▶ _Task instructions_: Report the count of lines in the records that contain "Altitude", without any added text.
Start of Block
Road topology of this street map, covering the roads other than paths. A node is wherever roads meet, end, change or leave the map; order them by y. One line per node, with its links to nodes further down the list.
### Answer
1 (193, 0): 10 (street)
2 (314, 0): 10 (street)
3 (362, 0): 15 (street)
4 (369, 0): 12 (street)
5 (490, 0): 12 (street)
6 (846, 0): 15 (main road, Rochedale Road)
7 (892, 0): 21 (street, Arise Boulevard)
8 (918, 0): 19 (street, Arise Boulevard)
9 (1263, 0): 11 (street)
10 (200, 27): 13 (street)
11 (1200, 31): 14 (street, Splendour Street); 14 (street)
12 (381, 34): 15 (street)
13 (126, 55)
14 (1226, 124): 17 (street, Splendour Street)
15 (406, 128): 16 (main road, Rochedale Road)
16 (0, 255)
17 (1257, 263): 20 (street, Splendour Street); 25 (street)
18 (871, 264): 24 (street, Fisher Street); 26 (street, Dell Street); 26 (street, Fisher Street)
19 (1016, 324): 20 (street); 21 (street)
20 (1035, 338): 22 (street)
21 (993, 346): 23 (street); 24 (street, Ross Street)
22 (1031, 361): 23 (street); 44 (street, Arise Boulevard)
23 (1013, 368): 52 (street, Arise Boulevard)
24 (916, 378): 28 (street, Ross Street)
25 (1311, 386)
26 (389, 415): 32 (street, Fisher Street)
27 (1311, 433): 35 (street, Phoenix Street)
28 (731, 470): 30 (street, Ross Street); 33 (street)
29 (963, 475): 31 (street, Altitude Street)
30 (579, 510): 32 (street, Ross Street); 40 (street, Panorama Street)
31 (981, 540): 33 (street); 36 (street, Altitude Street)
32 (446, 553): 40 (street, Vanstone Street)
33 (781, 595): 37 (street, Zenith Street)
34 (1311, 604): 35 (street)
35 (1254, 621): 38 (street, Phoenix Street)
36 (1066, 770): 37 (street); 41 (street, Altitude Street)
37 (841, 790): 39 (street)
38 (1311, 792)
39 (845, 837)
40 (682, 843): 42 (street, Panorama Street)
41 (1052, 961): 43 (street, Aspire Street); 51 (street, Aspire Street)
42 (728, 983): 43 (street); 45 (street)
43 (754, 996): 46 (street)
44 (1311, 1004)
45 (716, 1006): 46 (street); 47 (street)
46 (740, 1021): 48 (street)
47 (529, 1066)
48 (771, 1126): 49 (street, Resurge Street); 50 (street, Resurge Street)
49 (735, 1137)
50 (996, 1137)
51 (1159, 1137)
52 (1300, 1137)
End of Block
▶ _Written response_: 3